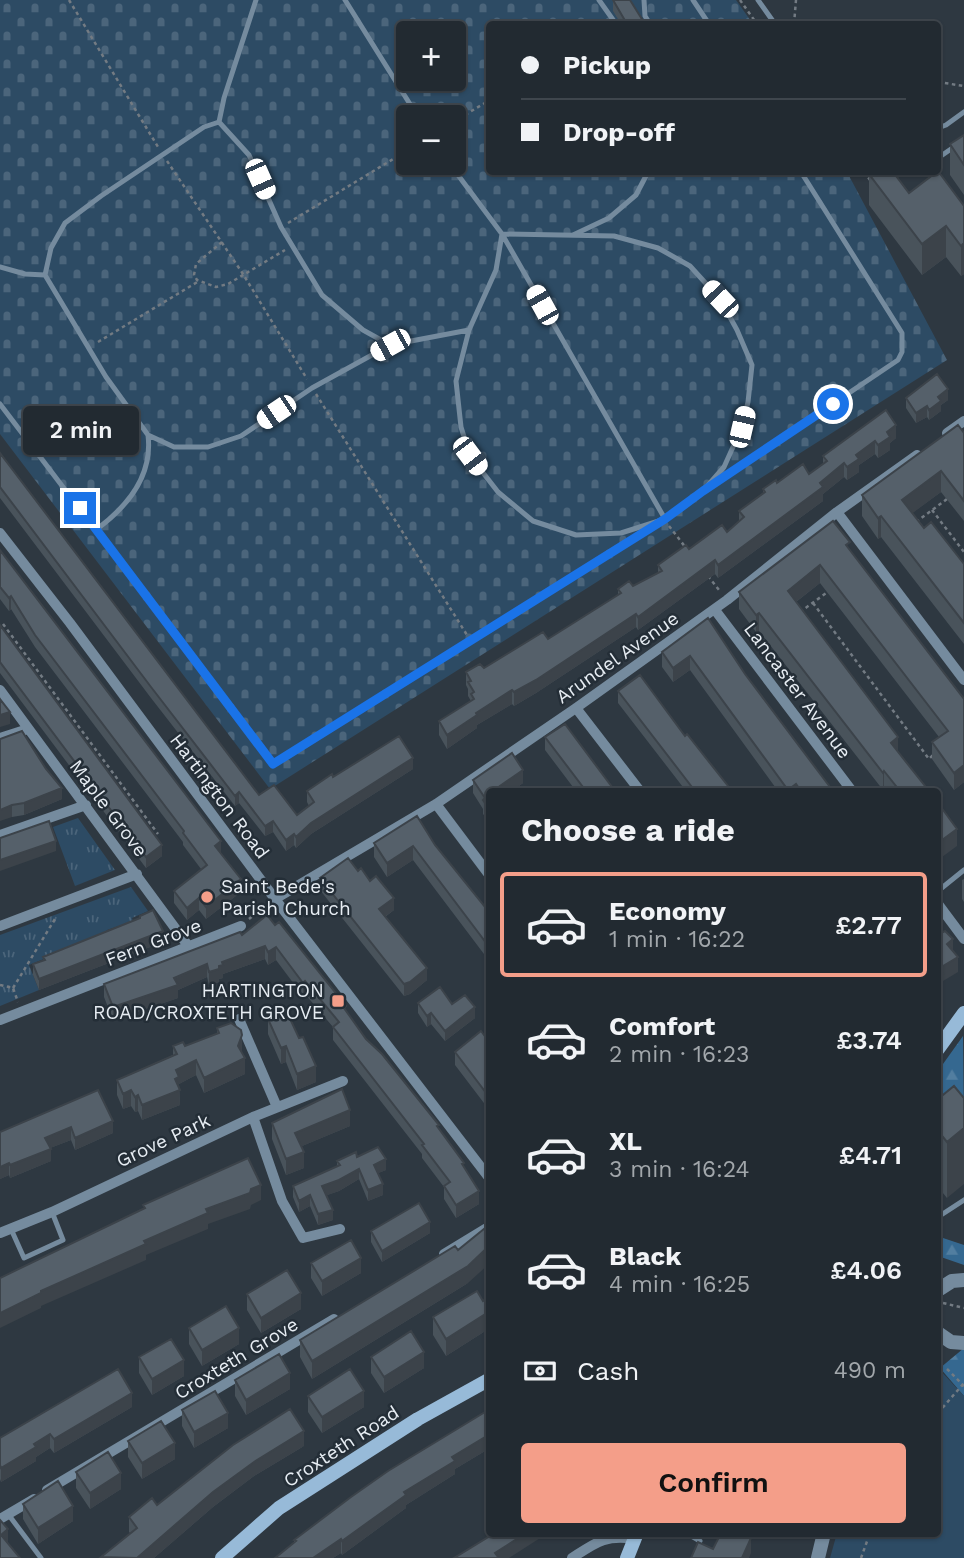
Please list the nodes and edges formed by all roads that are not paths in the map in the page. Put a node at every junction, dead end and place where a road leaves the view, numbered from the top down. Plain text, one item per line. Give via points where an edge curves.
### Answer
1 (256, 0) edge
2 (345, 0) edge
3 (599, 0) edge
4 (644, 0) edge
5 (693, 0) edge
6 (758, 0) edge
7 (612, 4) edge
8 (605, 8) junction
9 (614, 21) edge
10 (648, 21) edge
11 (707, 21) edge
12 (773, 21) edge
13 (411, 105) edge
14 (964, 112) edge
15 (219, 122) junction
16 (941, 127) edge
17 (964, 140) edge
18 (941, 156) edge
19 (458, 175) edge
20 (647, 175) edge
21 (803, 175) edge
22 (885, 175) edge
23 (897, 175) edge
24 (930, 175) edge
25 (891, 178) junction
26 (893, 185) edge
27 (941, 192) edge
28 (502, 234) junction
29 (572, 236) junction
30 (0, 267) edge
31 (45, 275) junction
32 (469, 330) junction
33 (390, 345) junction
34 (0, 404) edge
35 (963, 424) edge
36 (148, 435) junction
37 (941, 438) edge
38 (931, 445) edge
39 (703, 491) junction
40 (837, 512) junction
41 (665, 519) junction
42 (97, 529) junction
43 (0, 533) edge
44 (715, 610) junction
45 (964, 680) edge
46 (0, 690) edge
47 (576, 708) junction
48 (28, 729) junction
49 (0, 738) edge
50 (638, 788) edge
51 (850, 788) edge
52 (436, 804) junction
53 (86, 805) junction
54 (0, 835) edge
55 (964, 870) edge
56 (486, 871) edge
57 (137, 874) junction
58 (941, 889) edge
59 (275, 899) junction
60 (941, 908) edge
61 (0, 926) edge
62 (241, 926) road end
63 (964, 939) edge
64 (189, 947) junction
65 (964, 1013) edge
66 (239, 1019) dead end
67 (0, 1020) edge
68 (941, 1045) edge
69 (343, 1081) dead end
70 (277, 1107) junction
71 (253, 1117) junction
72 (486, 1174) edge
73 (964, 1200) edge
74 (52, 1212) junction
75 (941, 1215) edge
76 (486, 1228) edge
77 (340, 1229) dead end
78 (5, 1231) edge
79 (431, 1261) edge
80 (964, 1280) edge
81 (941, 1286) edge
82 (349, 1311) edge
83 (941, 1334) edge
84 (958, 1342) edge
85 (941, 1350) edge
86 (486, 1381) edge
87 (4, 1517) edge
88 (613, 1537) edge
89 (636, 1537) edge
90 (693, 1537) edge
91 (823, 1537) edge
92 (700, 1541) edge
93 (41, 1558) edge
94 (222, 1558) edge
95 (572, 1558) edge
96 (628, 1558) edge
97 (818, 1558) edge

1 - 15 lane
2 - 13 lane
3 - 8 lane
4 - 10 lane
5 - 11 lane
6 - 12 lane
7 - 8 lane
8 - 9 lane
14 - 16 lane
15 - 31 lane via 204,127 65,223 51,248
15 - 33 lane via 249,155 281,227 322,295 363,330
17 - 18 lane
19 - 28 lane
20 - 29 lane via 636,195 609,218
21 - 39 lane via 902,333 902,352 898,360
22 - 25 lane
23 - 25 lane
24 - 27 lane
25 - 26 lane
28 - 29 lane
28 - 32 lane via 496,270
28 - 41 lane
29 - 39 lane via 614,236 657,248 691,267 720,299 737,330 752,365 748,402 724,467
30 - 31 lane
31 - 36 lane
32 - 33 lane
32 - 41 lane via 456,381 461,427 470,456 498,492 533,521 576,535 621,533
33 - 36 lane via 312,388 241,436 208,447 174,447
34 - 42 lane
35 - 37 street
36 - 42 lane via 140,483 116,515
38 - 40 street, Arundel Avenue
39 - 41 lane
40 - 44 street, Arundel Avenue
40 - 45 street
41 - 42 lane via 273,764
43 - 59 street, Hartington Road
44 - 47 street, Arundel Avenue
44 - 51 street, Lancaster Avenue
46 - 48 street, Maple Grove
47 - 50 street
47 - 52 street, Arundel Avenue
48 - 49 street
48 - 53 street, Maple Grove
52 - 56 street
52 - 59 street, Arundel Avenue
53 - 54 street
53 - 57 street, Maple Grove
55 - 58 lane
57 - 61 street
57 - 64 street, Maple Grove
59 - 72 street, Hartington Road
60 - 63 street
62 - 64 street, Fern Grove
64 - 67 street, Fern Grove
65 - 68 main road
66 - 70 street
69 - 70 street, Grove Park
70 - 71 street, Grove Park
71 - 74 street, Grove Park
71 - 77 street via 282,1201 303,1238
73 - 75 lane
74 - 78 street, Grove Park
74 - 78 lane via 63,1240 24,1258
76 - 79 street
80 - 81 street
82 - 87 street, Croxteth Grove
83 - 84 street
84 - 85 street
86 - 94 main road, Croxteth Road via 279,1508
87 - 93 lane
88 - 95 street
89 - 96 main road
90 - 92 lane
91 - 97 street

.....

◆ **YOUR INSTRUCTIONS**: Print every record exactly, without the pictures.

◆ **ANSWER BOX**:
Please list the nodes and edges formed by all roads that are not paths in the map in the page. Put a node at every junction, dead end and place where a road leaves the view, numbered from the top down. Plain text, one item per line. Give via points where an edge curves.
### Answer
1 (256, 0) edge
2 (345, 0) edge
3 (599, 0) edge
4 (644, 0) edge
5 (693, 0) edge
6 (758, 0) edge
7 (612, 4) edge
8 (605, 8) junction
9 (614, 21) edge
10 (648, 21) edge
11 (707, 21) edge
12 (773, 21) edge
13 (411, 105) edge
14 (964, 112) edge
15 (219, 122) junction
16 (941, 127) edge
17 (964, 140) edge
18 (941, 156) edge
19 (458, 175) edge
20 (647, 175) edge
21 (803, 175) edge
22 (885, 175) edge
23 (897, 175) edge
24 (930, 175) edge
25 (891, 178) junction
26 (893, 185) edge
27 (941, 192) edge
28 (502, 234) junction
29 (572, 236) junction
30 (0, 267) edge
31 (45, 275) junction
32 (469, 330) junction
33 (390, 345) junction
34 (0, 404) edge
35 (963, 424) edge
36 (148, 435) junction
37 (941, 438) edge
38 (931, 445) edge
39 (703, 491) junction
40 (837, 512) junction
41 (665, 519) junction
42 (97, 529) junction
43 (0, 533) edge
44 (715, 610) junction
45 (964, 680) edge
46 (0, 690) edge
47 (576, 708) junction
48 (28, 729) junction
49 (0, 738) edge
50 (638, 788) edge
51 (850, 788) edge
52 (436, 804) junction
53 (86, 805) junction
54 (0, 835) edge
55 (964, 870) edge
56 (486, 871) edge
57 (137, 874) junction
58 (941, 889) edge
59 (275, 899) junction
60 (941, 908) edge
61 (0, 926) edge
62 (241, 926) road end
63 (964, 939) edge
64 (189, 947) junction
65 (964, 1013) edge
66 (239, 1019) dead end
67 (0, 1020) edge
68 (941, 1045) edge
69 (343, 1081) dead end
70 (277, 1107) junction
71 (253, 1117) junction
72 (486, 1174) edge
73 (964, 1200) edge
74 (52, 1212) junction
75 (941, 1215) edge
76 (486, 1228) edge
77 (340, 1229) dead end
78 (5, 1231) edge
79 (431, 1261) edge
80 (964, 1280) edge
81 (941, 1286) edge
82 (349, 1311) edge
83 (941, 1334) edge
84 (958, 1342) edge
85 (941, 1350) edge
86 (486, 1381) edge
87 (4, 1517) edge
88 (613, 1537) edge
89 (636, 1537) edge
90 (693, 1537) edge
91 (823, 1537) edge
92 (700, 1541) edge
93 (41, 1558) edge
94 (222, 1558) edge
95 (572, 1558) edge
96 (628, 1558) edge
97 (818, 1558) edge

1 - 15 lane
2 - 13 lane
3 - 8 lane
4 - 10 lane
5 - 11 lane
6 - 12 lane
7 - 8 lane
8 - 9 lane
14 - 16 lane
15 - 31 lane via 204,127 65,223 51,248
15 - 33 lane via 249,155 281,227 322,295 363,330
17 - 18 lane
19 - 28 lane
20 - 29 lane via 636,195 609,218
21 - 39 lane via 902,333 902,352 898,360
22 - 25 lane
23 - 25 lane
24 - 27 lane
25 - 26 lane
28 - 29 lane
28 - 32 lane via 496,270
28 - 41 lane
29 - 39 lane via 614,236 657,248 691,267 720,299 737,330 752,365 748,402 724,467
30 - 31 lane
31 - 36 lane
32 - 33 lane
32 - 41 lane via 456,381 461,427 470,456 498,492 533,521 576,535 621,533
33 - 36 lane via 312,388 241,436 208,447 174,447
34 - 42 lane
35 - 37 street
36 - 42 lane via 140,483 116,515
38 - 40 street, Arundel Avenue
39 - 41 lane
40 - 44 street, Arundel Avenue
40 - 45 street
41 - 42 lane via 273,764
43 - 59 street, Hartington Road
44 - 47 street, Arundel Avenue
44 - 51 street, Lancaster Avenue
46 - 48 street, Maple Grove
47 - 50 street
47 - 52 street, Arundel Avenue
48 - 49 street
48 - 53 street, Maple Grove
52 - 56 street
52 - 59 street, Arundel Avenue
53 - 54 street
53 - 57 street, Maple Grove
55 - 58 lane
57 - 61 street
57 - 64 street, Maple Grove
59 - 72 street, Hartington Road
60 - 63 street
62 - 64 street, Fern Grove
64 - 67 street, Fern Grove
65 - 68 main road
66 - 70 street
69 - 70 street, Grove Park
70 - 71 street, Grove Park
71 - 74 street, Grove Park
71 - 77 street via 282,1201 303,1238
73 - 75 lane
74 - 78 street, Grove Park
74 - 78 lane via 63,1240 24,1258
76 - 79 street
80 - 81 street
82 - 87 street, Croxteth Grove
83 - 84 street
84 - 85 street
86 - 94 main road, Croxteth Road via 279,1508
87 - 93 lane
88 - 95 street
89 - 96 main road
90 - 92 lane
91 - 97 street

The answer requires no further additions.